The American Dream

In America, if you work hard, you can achieve a better life for yourself and your kids. Your children and grandchildren will work hard, go to school, and do even better than you. Eventually, you will reach the goal of having 2.5 children, a dog, a house, and a boat. Then you will have made it. Is that what God wants for all of us, though?

My wife and I decided to start home educating our oldest daughter in September of 2008. Initially, we started because my wife’s little brother had an “incident” at his school, and we weren’t thrilled with the elementary that she would be attending. We had a homeschooling friend who told us about the state homeschool convention. I reluctantly went to check it out and was convinced that we not only could home educate but that we should home educate. Next, we had to explain to our parents that we would homeschool.

My father was born in Brooklyn, NY, and moved to Puerto Rico when he was 13. My mother was born in Arecibo, Puerto Rico, and she met my dad in school. He joined the Air Force, and she went to college for engineering. After they married, the Air Force stationed my dad at Tinker AFB in 1977, and they have been in Oklahoma ever since. 

My wife was born in Hidalgo, Mexico, and she came to San Antonio with her mom when she was a child. There, her mom remarried, and they lived there until Kelly AFB closed. Then, they moved to Tinker AFB. Both of our families have seen the value of public education in achieving the American Dream, which made our decision to homeschool very strange to them. They hadn’t seen a homeschool themselves, so they asked many questions.

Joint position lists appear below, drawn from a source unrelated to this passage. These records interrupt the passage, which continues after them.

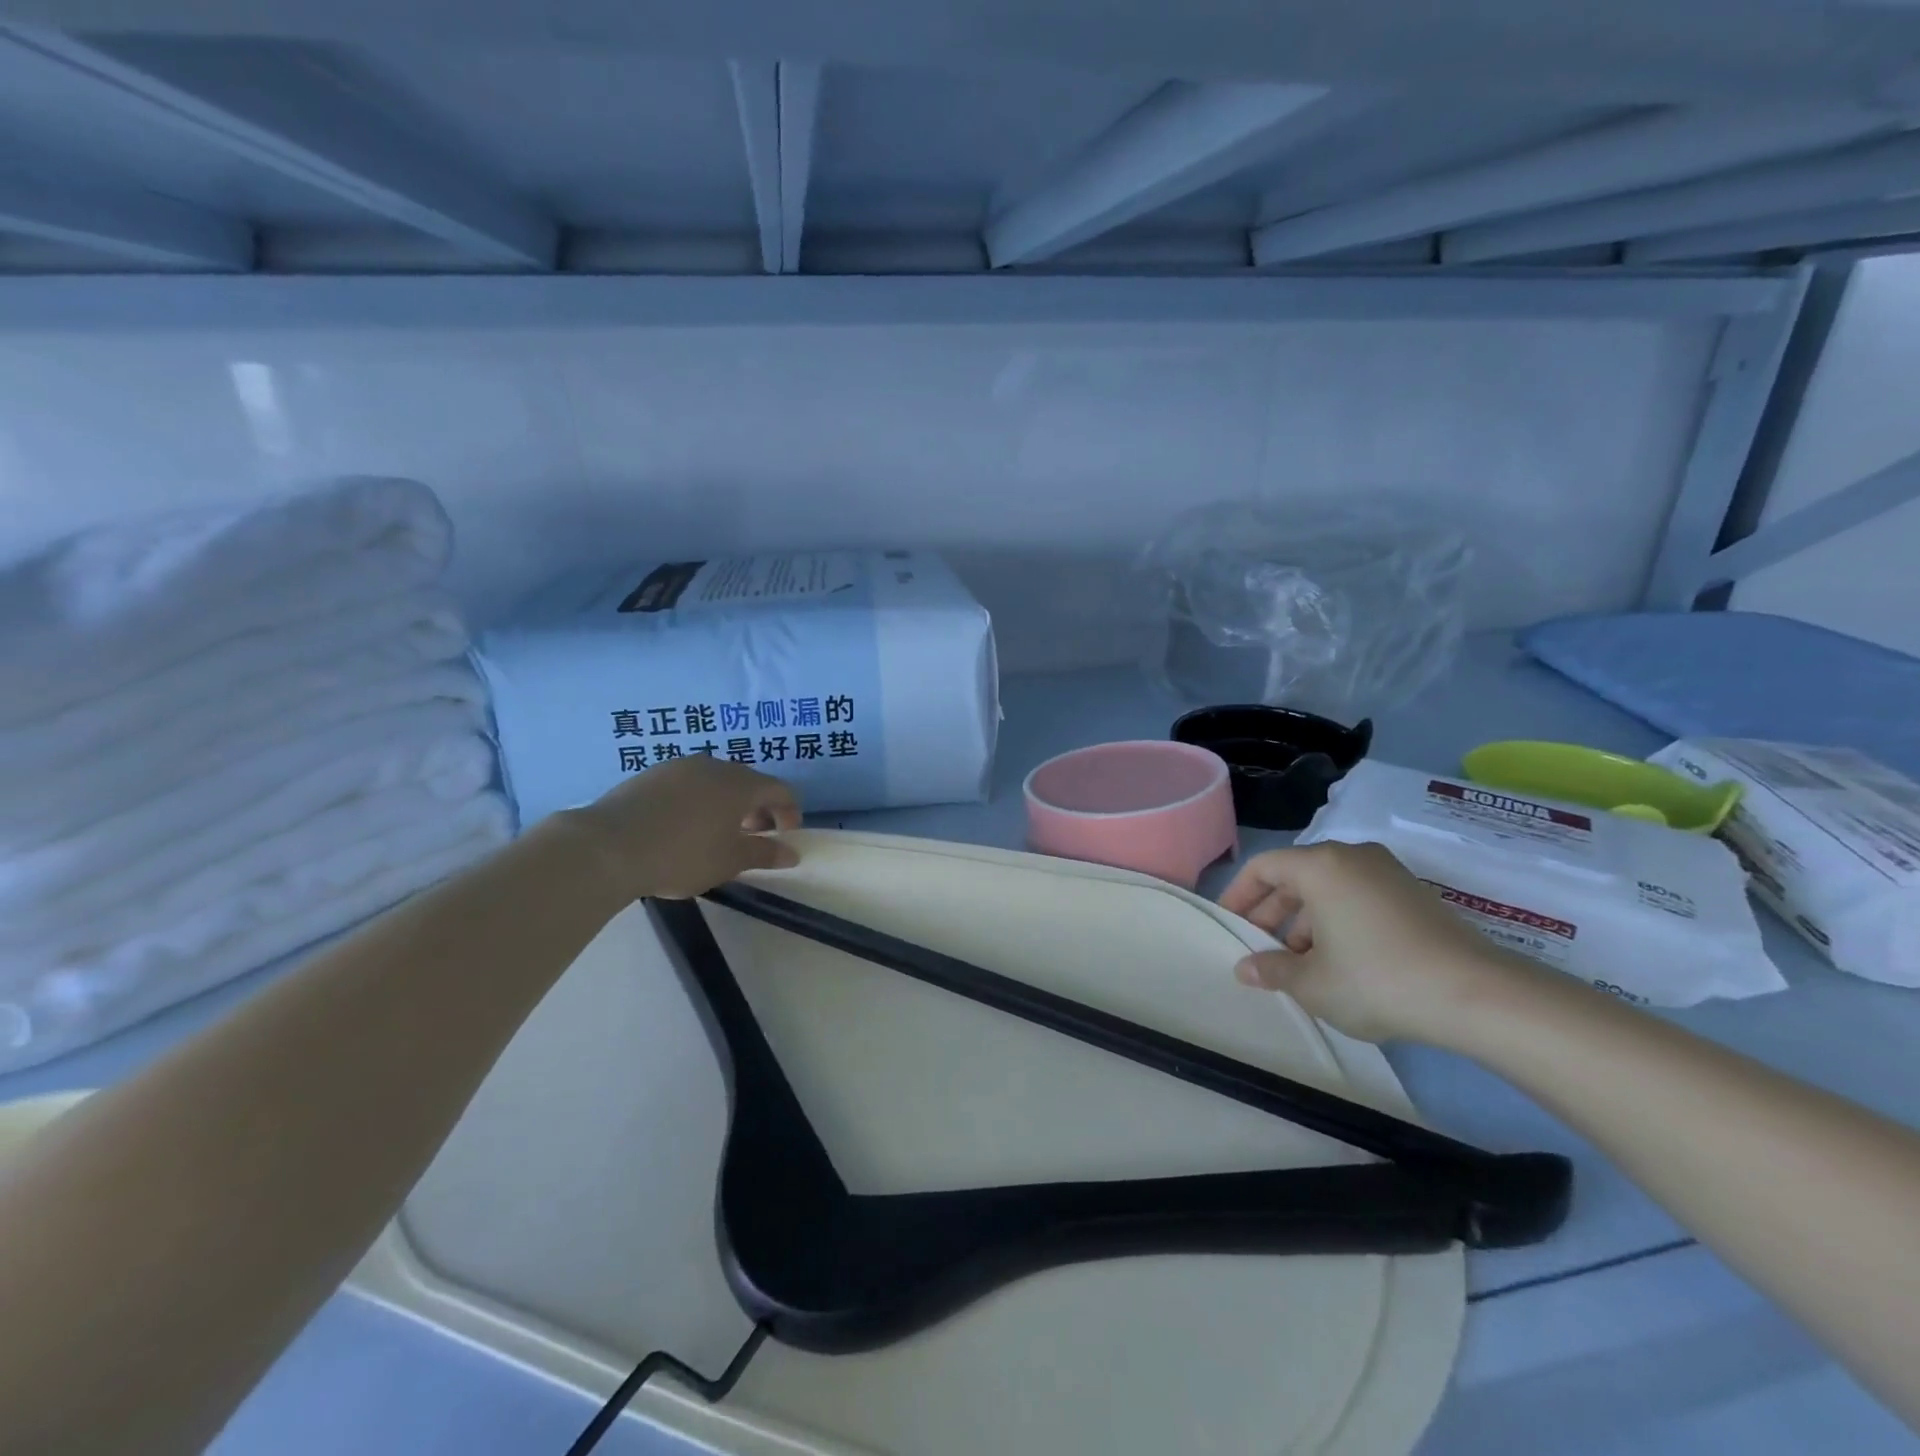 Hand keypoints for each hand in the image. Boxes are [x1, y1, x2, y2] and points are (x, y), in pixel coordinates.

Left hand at [569, 756, 801, 900]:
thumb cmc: (682, 854)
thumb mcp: (730, 861)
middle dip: (758, 808)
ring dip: (728, 803)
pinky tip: (684, 826)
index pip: (780, 790)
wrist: (607, 846)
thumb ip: (765, 853)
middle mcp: (714, 766)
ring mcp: (679, 766)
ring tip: (718, 833)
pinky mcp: (651, 774)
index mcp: (740, 784)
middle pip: (749, 782)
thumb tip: (792, 852)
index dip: (789, 812)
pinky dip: (699, 801)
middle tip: (753, 837)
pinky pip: (688, 784)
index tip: (785, 836)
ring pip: (716, 781)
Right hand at [1217, 840, 1528, 1043]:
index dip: (1239, 895)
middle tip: (1262, 949)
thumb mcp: (1311, 983)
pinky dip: (1339, 921)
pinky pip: (1359, 897)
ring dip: (1305, 921)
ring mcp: (1388, 873)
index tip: (1231, 926)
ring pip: (1329, 889)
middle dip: (1272, 913)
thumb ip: (1271, 970)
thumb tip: (1245, 968)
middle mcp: (1352, 857)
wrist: (1475, 995)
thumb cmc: (1375, 979)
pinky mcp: (1415, 895)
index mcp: (1319, 866)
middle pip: (1296, 876)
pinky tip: (1342, 962)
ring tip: (1302, 964)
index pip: (1263, 867) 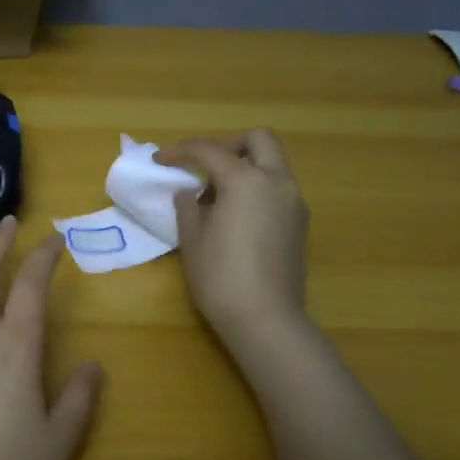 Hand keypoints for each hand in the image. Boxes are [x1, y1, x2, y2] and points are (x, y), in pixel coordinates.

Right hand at [157, 130, 310, 341]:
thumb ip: (188, 206)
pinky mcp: (300, 223)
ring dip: (244, 167)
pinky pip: (277, 188)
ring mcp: (294, 202)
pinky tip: (234, 215)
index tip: (160, 160)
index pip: (209, 151)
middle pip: (258, 140)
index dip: (180, 151)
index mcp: (246, 180)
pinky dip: (256, 187)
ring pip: (272, 164)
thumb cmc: (220, 277)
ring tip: (214, 197)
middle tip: (203, 164)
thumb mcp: (192, 238)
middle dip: (228, 144)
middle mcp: (276, 182)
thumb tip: (190, 192)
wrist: (266, 319)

When we first started homeschooling, we weren’t worried about our children’s college education because they were young. At first, we homeschooled because we didn’t like the school where our daughter would go. We continued because of all of the other things that homeschooling allowed us to do. We have a choice in what we teach, the capability to customize each curriculum, the freedom to teach in whatever manner we decide, and we can pass our values and morals on to our children without interference from anyone else. 

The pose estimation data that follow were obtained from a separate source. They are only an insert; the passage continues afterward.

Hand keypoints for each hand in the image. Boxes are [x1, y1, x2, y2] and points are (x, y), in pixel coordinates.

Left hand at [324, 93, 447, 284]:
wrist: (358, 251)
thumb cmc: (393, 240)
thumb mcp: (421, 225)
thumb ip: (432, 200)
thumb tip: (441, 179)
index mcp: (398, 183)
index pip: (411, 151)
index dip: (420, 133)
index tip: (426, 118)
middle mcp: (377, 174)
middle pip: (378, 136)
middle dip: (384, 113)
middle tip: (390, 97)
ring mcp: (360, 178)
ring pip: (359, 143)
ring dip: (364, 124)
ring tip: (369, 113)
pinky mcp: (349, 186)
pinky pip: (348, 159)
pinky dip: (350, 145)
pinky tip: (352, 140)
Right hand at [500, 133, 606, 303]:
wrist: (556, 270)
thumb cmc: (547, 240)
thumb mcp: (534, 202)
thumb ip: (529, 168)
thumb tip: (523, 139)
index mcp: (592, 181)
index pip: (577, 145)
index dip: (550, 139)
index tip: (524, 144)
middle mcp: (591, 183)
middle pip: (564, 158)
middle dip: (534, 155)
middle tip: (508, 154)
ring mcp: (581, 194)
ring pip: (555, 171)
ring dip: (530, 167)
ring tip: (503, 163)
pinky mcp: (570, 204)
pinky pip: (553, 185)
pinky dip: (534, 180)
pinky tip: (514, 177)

Our parents never fought us on it, but we knew they weren’t big fans either. Of course, at that time, we were only going to do it for a few years before putting her in public school. Then as we decided to continue through junior high school and then into high school, there were more and more questions about our plans and whether our kids would be able to get into college from family and friends. We felt the need to justify ourselves and prove that we were doing an excellent job with our girls throughout most of this time. We were way too concerned with what others thought. We decided that my oldest wouldn’t be going to college but would be working on her business full time instead, it opened a new round of opposition. I never realized that the default question to ask a high school graduate was “What college are you going to in the fall?” until I had a daughter that was not going to college.

Through this whole journey, I have discovered that The American Dream isn’t the same as God’s Plan. The American Dream involves a plan that is safe and well-traveled. God doesn’t always call us to go down that path, though. God wants us to do amazing things and to raise extraordinary children. We must get out of our comfort zone and do things that are not normal, not safe, and not easy. We had to change our definition of success and step out in a direction without knowing where we would end up. We have decided that we care more about our daughters doing the will of God than about them becoming doctors, lawyers, or engineers. It is scary at times. But we know that when God calls us to do something, He will equip us also.